Publisher: MIT Press
ISBN: 026252970X
Category : Transportation
Languages : en
Pages : 583
Book Description
An authoritative and comprehensive account of the bicycle's two-hundred-year evolution. The bicycle ranks as one of the most enduring, most widely used vehicles in the world, with more than a billion produced during almost two hundred years of cycling history. This book offers an authoritative and comprehensive account of the bicycle's technical and historical evolution, from the earliest velocipedes (invented to fill the need for horseless transport during a shortage of oats) to modern racing bikes, mountain bikes, and recumbents.
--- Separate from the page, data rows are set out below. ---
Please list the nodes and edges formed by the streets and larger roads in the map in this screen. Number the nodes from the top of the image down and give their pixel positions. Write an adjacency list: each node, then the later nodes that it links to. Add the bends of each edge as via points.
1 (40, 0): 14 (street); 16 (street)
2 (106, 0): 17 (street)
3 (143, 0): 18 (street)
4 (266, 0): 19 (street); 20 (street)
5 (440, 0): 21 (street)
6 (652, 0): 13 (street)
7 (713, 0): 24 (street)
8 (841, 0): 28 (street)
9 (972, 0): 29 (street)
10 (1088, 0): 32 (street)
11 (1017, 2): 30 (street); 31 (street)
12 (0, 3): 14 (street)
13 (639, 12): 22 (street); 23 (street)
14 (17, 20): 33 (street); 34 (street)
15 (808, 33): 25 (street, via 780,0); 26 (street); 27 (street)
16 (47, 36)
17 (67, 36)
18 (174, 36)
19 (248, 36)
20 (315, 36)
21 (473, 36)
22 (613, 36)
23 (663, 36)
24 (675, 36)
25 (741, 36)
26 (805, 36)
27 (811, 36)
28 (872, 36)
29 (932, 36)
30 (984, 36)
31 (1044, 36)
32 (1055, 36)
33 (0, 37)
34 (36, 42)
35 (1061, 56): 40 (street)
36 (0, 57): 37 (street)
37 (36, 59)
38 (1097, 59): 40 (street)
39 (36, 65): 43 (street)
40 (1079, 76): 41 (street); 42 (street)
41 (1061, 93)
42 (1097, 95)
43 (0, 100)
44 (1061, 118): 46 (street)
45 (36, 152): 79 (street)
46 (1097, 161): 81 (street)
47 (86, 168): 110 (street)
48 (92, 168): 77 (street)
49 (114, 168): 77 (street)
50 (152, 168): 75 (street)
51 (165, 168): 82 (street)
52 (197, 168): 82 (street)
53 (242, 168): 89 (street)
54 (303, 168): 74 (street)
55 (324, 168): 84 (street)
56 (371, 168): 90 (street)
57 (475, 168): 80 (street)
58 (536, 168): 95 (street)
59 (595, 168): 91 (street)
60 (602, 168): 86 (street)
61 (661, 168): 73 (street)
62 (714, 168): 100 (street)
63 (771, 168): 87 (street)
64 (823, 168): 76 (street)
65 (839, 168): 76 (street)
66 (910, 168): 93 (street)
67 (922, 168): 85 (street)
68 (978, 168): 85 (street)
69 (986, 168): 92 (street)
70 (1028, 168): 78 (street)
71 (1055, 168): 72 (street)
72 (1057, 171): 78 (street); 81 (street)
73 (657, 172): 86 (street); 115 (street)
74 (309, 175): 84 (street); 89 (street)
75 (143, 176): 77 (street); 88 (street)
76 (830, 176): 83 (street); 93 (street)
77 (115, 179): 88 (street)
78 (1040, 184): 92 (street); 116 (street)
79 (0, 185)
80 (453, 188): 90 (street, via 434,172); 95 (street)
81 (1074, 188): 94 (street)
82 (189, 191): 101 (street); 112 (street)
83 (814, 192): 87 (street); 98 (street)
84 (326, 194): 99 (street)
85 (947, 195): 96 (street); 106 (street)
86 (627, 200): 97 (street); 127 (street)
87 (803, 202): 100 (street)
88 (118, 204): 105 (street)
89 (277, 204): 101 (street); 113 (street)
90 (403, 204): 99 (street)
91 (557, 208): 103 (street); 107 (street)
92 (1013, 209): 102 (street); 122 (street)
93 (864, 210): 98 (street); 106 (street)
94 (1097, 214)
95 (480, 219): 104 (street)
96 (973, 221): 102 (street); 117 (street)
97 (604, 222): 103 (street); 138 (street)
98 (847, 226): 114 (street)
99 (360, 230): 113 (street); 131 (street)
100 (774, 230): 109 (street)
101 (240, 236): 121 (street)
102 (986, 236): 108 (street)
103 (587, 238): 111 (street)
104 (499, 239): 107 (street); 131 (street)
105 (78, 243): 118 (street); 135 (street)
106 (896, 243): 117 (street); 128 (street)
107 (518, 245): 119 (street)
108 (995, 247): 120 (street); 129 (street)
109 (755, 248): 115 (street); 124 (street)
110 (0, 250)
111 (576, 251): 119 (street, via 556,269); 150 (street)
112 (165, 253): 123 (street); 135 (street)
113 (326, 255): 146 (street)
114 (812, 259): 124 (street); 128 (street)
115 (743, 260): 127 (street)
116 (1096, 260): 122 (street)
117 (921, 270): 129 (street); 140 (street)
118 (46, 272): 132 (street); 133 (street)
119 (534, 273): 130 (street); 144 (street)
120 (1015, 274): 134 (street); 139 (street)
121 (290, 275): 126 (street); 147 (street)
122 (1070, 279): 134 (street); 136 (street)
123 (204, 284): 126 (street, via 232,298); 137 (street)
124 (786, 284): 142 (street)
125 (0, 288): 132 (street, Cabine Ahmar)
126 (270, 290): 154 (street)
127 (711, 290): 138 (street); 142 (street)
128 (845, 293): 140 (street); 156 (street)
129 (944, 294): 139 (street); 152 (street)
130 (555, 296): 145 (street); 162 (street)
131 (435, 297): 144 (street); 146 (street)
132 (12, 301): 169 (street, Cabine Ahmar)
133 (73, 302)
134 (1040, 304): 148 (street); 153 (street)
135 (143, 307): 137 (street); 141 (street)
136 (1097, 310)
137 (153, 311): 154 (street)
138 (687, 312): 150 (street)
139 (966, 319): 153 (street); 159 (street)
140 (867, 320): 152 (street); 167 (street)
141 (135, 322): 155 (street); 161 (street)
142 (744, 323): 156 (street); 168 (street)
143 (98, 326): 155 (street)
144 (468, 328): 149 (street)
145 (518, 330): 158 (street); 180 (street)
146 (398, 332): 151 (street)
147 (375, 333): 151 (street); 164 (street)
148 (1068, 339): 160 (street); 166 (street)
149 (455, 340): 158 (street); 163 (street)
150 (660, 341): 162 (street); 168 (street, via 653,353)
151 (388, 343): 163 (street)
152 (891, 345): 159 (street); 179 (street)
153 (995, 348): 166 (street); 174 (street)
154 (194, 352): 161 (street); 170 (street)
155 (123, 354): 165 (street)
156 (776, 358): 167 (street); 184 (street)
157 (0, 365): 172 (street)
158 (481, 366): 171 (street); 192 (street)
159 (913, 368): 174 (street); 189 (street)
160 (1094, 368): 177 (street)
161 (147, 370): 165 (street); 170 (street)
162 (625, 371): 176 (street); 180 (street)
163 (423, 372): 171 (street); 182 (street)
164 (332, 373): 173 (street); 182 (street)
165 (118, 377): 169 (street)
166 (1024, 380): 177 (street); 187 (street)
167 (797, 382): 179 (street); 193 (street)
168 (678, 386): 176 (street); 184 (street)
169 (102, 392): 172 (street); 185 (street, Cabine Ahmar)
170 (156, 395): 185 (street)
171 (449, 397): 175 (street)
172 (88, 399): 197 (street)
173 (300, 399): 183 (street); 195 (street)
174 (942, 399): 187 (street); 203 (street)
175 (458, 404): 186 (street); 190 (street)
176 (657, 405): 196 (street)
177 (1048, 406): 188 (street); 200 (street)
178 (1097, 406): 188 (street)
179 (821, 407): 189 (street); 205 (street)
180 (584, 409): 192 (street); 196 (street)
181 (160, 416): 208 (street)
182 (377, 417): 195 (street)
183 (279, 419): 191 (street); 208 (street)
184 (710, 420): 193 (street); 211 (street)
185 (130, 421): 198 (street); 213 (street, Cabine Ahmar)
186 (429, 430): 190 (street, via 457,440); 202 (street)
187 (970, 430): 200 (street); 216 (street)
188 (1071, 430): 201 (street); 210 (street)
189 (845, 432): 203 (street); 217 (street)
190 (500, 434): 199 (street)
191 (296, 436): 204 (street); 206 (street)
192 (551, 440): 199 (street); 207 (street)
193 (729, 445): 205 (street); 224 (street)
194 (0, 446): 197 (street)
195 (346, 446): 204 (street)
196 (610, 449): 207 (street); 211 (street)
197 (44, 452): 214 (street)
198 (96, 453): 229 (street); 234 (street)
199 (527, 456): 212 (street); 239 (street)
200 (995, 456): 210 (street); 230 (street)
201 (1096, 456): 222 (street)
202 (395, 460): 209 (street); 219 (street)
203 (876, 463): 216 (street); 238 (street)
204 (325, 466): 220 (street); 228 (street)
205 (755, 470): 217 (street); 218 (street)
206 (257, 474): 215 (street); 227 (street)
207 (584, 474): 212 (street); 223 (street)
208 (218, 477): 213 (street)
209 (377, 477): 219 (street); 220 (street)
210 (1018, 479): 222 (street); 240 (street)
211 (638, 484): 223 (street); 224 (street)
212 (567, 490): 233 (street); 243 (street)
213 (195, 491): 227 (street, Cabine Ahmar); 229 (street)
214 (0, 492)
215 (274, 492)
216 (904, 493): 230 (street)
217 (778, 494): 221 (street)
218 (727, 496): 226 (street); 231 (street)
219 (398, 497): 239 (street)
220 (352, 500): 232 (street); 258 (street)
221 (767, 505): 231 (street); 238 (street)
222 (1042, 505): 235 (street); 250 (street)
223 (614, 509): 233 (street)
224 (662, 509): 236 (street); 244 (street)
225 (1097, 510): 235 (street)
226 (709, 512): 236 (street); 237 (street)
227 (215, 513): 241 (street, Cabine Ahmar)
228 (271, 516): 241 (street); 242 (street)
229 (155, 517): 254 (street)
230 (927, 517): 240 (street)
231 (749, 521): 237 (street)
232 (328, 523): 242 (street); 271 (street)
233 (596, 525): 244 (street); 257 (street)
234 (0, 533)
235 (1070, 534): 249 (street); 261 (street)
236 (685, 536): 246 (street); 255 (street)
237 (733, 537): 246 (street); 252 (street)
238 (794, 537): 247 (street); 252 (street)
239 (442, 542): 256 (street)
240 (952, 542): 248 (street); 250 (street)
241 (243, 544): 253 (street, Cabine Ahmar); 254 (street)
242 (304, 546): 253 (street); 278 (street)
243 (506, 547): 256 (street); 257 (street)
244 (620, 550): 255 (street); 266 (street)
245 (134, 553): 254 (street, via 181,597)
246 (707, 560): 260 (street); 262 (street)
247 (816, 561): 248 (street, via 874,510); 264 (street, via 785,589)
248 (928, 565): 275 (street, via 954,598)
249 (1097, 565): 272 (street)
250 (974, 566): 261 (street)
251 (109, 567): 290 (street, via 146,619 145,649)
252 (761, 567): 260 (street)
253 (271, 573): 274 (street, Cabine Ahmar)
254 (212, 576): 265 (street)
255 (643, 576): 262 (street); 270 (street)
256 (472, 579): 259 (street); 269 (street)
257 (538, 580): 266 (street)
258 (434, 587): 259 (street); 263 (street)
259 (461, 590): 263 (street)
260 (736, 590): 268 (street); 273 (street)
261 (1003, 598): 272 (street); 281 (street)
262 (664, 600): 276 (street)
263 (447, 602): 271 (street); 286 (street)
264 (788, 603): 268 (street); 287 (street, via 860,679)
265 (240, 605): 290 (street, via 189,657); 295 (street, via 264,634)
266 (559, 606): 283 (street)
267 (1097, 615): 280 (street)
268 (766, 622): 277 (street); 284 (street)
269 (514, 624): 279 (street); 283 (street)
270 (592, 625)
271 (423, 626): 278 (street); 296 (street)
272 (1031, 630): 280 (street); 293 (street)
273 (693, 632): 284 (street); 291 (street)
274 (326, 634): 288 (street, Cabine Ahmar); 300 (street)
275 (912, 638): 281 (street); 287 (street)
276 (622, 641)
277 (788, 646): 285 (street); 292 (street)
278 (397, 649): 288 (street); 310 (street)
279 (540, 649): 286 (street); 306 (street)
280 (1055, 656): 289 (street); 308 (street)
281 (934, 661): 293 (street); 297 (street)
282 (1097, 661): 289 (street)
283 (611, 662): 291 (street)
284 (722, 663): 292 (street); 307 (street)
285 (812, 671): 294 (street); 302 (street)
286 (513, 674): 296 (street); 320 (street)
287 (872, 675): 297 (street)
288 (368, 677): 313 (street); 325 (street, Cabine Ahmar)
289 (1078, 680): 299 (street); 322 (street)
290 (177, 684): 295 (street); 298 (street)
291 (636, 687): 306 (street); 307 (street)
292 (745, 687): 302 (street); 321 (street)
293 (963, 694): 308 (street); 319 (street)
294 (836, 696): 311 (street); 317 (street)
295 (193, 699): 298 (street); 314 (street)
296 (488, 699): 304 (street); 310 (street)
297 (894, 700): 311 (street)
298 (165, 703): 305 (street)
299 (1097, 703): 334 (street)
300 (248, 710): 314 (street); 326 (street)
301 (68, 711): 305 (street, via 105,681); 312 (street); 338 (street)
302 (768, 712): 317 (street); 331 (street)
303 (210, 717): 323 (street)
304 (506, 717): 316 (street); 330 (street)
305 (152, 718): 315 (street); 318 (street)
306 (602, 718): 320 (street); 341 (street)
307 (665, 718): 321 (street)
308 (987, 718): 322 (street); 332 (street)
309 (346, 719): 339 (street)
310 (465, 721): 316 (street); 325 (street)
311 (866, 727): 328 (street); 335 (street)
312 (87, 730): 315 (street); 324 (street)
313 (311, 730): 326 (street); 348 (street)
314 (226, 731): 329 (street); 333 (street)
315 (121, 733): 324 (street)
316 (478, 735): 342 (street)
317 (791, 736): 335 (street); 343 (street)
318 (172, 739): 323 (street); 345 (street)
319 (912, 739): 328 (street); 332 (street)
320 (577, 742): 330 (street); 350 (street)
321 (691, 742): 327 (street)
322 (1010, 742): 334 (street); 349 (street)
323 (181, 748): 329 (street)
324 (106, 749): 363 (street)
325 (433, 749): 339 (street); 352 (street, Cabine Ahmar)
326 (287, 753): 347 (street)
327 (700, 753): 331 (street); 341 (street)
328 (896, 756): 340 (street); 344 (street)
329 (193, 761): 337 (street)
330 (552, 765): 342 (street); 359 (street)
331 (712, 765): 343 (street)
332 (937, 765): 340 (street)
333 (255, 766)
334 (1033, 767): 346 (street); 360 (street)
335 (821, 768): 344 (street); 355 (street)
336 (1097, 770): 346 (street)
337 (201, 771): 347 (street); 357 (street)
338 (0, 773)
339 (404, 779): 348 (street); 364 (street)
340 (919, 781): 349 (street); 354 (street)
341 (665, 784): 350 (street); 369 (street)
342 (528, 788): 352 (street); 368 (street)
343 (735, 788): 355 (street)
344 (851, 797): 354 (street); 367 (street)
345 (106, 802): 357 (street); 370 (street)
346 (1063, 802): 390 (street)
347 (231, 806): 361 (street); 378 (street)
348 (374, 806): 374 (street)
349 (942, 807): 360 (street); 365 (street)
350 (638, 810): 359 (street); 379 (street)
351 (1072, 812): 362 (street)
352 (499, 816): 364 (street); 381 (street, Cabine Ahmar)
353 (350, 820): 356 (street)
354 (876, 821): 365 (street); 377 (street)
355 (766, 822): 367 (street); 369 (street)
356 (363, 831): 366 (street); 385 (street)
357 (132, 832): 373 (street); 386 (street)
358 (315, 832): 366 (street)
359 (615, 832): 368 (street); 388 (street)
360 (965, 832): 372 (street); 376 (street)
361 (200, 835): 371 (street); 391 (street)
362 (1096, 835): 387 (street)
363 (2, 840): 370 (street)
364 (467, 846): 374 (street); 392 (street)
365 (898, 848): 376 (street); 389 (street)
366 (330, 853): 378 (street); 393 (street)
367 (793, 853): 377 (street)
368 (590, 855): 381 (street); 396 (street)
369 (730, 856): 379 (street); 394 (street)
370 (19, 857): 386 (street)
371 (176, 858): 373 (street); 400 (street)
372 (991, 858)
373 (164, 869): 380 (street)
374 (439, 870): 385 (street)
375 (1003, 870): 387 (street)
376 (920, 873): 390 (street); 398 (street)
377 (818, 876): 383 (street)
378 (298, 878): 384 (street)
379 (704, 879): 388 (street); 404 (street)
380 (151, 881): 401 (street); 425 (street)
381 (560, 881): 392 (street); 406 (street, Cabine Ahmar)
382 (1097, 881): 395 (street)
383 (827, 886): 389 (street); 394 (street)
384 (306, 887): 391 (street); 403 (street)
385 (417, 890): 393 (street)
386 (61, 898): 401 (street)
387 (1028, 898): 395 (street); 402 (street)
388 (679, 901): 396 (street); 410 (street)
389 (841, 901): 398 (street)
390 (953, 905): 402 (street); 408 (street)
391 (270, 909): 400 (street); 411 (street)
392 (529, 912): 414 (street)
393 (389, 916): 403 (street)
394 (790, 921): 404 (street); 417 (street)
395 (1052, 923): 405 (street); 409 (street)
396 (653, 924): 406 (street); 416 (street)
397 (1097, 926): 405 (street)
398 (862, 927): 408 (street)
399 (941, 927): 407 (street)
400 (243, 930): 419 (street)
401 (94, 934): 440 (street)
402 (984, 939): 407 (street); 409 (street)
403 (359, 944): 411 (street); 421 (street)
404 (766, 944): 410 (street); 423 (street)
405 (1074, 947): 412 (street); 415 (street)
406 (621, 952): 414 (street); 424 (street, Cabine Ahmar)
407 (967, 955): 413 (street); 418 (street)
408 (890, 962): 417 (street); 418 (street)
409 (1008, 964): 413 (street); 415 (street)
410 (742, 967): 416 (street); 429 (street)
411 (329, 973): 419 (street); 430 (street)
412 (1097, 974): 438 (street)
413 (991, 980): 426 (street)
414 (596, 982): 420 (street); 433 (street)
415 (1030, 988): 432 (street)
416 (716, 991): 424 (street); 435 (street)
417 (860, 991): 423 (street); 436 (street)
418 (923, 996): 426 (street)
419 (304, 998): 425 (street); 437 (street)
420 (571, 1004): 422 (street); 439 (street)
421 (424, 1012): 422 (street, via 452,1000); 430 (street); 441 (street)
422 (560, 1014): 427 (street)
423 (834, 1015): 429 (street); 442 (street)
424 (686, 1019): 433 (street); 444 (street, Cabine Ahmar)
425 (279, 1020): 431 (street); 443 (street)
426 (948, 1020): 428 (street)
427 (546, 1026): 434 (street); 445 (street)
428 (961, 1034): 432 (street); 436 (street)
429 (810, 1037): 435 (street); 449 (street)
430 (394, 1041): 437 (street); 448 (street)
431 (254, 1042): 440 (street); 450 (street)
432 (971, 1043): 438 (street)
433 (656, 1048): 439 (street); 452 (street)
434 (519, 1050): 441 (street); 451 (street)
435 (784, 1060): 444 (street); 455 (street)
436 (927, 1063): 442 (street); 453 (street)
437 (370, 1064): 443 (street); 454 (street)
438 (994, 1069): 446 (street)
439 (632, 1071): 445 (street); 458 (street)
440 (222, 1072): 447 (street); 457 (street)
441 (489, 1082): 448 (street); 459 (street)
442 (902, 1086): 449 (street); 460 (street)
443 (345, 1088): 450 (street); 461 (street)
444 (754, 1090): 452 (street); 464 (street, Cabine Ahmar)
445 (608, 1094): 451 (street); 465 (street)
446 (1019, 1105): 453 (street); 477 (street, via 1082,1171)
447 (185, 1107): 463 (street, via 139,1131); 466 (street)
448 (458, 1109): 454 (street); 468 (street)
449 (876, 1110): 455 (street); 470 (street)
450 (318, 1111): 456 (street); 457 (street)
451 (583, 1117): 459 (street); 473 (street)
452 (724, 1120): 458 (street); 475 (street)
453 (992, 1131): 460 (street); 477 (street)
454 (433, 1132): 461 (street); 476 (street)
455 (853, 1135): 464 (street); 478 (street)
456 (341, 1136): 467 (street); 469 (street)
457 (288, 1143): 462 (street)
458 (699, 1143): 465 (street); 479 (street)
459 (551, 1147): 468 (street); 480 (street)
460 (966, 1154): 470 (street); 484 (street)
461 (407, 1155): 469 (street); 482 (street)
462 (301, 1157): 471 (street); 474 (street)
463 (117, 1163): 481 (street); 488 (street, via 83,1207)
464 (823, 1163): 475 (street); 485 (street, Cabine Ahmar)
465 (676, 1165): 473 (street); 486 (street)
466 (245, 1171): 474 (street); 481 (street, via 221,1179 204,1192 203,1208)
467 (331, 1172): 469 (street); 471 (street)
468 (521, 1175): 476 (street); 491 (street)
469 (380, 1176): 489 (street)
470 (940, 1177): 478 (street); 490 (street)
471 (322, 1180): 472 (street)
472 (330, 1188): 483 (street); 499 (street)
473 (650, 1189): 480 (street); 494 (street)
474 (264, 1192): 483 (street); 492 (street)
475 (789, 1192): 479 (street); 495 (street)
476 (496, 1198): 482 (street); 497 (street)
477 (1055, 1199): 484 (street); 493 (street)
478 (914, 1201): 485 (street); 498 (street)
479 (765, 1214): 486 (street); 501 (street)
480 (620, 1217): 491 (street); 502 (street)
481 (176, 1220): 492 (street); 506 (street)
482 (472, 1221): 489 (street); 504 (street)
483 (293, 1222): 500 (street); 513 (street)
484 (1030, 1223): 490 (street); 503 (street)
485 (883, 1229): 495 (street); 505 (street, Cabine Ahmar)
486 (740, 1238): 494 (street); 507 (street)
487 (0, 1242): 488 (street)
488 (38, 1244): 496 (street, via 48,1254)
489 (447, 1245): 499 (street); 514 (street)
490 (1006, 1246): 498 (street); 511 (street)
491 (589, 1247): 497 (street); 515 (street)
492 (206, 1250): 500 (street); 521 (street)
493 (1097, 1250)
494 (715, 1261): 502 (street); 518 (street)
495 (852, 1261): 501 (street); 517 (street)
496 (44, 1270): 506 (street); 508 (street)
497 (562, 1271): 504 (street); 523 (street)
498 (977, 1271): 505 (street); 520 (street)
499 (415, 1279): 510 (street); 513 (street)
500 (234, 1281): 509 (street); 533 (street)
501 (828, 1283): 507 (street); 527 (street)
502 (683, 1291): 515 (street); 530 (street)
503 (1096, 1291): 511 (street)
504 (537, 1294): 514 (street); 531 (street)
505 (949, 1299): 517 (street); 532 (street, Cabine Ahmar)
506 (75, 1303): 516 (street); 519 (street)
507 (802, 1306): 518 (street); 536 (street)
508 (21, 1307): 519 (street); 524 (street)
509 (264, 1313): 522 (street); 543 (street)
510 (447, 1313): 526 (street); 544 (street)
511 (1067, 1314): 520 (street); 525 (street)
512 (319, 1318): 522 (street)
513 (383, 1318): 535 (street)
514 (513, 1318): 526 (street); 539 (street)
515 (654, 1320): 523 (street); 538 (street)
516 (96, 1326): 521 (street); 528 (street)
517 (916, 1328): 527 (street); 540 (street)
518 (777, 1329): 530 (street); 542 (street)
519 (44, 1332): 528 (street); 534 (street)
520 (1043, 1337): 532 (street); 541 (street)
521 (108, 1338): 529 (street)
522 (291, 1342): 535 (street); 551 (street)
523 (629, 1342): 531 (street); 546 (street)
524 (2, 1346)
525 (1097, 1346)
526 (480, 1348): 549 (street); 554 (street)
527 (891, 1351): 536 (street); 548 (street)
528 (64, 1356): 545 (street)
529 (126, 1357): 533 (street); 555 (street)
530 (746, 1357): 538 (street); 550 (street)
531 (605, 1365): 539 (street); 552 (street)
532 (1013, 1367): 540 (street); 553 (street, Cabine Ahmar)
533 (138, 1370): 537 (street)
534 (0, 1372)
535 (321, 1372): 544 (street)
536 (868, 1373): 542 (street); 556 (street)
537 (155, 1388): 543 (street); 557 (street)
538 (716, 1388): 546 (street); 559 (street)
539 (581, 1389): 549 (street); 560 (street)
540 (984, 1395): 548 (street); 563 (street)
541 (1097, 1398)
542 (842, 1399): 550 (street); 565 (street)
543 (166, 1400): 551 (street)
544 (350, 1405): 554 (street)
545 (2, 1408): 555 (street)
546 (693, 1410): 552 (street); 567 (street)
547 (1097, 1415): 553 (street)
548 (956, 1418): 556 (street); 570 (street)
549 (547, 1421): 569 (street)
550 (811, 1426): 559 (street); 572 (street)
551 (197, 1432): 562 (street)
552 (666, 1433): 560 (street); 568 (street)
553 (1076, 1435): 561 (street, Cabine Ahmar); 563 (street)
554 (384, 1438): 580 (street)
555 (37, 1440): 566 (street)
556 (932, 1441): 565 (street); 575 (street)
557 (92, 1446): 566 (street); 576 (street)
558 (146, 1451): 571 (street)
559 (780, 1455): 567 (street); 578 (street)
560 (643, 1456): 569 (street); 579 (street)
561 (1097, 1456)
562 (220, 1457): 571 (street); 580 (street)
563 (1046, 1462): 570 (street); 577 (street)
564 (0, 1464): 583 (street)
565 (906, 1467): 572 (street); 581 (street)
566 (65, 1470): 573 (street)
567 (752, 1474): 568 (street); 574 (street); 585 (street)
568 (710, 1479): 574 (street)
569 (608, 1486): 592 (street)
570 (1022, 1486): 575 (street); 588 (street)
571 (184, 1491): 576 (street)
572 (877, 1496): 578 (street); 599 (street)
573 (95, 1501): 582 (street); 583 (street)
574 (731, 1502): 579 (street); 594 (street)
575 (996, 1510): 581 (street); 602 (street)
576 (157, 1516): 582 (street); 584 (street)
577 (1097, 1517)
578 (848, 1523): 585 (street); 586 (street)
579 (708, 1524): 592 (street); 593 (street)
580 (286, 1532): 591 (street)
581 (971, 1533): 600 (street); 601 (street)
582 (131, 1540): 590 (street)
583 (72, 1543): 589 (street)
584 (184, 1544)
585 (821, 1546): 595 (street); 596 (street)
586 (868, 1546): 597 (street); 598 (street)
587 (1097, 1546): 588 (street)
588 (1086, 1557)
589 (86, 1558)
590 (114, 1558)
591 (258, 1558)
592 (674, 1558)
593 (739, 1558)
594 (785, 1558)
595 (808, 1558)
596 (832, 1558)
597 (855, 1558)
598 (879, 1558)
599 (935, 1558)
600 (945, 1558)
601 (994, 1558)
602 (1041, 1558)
It traces the bicycle's development in terms of materials, ergonomics, and vehicle physics, as carried out by inventors, entrepreneurs, and manufacturers. Written by two leading bicycle historians and generously illustrated with historic drawings, designs, and photographs, Bicycle Design describes the key stages in the evolution of the bicycle, beginning with the counterintuitive idea of balancing on two wheels in line, through the development of tension-spoked wheels, indirect drives (employing levers, pulleys, chains, and chainwheels), and pneumatic tires. The authors examine the further development of the bicycle for such specific purposes as racing, portability, and all-terrain use; and they describe the evolution of bicycle components including seats, transmission, brakes, lights (at first candle-based), and carriers (racks, panniers, saddlebags, child seats, and sidecars). They consider not only commercially successful designs but also commercial failures that pointed the way to future technological developments. And they debunk some myths about bicycles—for example, the mistaken but often-cited idea that Leonardo sketched a chain-drive bike in his notebooks. Despite the bicycle's long history and mass appeal, its technological history has been neglected. This volume, with its engaging and wide-ranging coverage, fills that gap. It will be the starting point for all future histories of the bicycle.